Arrigonis Festa da camera ist ein groß angelegtes musikalisches Werk für drei Stimmen, Chor und Orchester. Als ein kulturpolitisches Programm spiegelt der Text Franz Stephans Interessen, insbesondere für Kunst und Wissenschaft, wider. Die Personifikationen der Malerei, Bildhauerei und Architektur führen ein Gespräch über die Rekonstruktion eines ephemeren „Tempels“, der wahrscheinlich als Allegorie des neuen österreichischen Kaiserreichs zu verstehen ist. Dies bietet eine Gelegenheit, den Übergang des Schutzes der Künste vom toskanischen Staat, der mit der Figur der „Flora“ – Florenz – identifiziert wird, zu dem der „Germana“, d. h. der neu eingesetzten habsburgisch-lothringischen Linie, zu schildern.
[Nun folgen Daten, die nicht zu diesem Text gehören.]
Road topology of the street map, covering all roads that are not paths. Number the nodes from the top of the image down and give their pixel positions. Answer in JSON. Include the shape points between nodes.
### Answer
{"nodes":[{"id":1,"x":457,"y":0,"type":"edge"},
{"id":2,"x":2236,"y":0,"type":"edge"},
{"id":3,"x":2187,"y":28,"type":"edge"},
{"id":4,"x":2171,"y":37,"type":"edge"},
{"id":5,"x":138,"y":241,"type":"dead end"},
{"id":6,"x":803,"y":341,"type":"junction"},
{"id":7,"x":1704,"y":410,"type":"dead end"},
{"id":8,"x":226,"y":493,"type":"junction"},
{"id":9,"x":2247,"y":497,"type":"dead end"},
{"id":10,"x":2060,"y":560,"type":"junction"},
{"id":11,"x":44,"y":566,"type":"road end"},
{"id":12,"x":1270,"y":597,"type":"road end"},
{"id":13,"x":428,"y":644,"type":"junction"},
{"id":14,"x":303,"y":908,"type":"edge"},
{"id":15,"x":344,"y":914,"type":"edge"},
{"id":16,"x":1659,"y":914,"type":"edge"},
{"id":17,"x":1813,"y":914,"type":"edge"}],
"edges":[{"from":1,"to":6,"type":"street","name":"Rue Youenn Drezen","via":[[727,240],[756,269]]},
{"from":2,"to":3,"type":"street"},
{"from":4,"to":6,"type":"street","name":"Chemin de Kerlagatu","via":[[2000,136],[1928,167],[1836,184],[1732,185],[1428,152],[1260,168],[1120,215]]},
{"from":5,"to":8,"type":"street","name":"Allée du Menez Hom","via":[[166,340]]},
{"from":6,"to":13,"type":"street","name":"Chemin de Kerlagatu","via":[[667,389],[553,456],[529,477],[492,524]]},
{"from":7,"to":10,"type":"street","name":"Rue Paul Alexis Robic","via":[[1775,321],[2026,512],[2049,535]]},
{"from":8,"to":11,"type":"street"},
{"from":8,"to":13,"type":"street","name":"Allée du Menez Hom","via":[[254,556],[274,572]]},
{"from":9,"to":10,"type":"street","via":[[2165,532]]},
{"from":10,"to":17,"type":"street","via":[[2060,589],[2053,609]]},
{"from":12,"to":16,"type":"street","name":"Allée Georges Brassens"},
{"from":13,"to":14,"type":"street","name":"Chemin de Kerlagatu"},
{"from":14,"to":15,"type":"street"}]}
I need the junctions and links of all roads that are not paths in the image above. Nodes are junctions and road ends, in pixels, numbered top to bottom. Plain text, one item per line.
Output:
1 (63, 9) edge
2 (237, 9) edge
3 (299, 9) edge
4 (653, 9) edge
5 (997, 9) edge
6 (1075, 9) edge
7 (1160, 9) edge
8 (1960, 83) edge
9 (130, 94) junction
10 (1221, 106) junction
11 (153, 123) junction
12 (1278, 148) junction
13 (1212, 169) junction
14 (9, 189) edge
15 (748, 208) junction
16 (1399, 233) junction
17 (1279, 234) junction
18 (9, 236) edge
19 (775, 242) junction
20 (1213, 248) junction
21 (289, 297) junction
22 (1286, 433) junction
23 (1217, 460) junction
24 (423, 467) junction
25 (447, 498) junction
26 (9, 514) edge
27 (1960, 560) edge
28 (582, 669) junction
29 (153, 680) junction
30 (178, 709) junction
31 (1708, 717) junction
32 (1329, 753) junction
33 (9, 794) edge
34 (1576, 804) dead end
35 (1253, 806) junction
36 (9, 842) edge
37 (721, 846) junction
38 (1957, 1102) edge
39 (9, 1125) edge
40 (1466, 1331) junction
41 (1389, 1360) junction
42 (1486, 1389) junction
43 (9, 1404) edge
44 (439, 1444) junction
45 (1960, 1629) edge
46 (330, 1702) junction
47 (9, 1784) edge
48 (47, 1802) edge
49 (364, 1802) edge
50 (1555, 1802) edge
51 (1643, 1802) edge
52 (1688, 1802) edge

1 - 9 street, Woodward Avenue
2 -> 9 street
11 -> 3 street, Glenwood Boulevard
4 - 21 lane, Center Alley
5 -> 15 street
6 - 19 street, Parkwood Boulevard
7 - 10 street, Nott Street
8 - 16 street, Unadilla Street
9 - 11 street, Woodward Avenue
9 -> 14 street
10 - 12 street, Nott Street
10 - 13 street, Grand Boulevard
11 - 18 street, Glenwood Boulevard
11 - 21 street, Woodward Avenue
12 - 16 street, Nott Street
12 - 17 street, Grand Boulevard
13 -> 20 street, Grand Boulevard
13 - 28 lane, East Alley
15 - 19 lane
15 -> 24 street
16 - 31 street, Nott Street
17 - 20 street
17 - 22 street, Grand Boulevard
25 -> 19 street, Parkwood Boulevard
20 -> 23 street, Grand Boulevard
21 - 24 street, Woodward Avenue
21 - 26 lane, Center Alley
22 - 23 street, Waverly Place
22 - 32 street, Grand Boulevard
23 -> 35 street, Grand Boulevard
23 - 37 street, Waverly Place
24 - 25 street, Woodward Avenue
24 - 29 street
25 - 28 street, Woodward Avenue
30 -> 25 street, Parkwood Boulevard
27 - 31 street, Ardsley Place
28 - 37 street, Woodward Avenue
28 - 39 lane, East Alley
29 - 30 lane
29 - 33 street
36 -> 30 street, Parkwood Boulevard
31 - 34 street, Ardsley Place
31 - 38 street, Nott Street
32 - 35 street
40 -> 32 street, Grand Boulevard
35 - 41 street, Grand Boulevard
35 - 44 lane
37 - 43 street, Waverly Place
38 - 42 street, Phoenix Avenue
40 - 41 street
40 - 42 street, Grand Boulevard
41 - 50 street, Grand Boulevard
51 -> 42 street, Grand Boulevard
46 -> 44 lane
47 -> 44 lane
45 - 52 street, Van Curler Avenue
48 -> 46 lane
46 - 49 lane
Außerdem fehlt nicht der Hinweis auf die ruhmreiche wissenschaftliche Tradition der Toskana mit dem Astronomen und Vater der modernen Wissenschaft, Galileo Galilei (1564–1642). Und schließlich ist die Idee, die Statuen von sechs toskanischen Päpsten in die architektonische Struktur zu integrieren, als eine ausdrückliche Hommage an die Kirche und den damaligen Papst Clemens XII., geborenen Lorenzo Corsini (1652–1740) zu verstehen.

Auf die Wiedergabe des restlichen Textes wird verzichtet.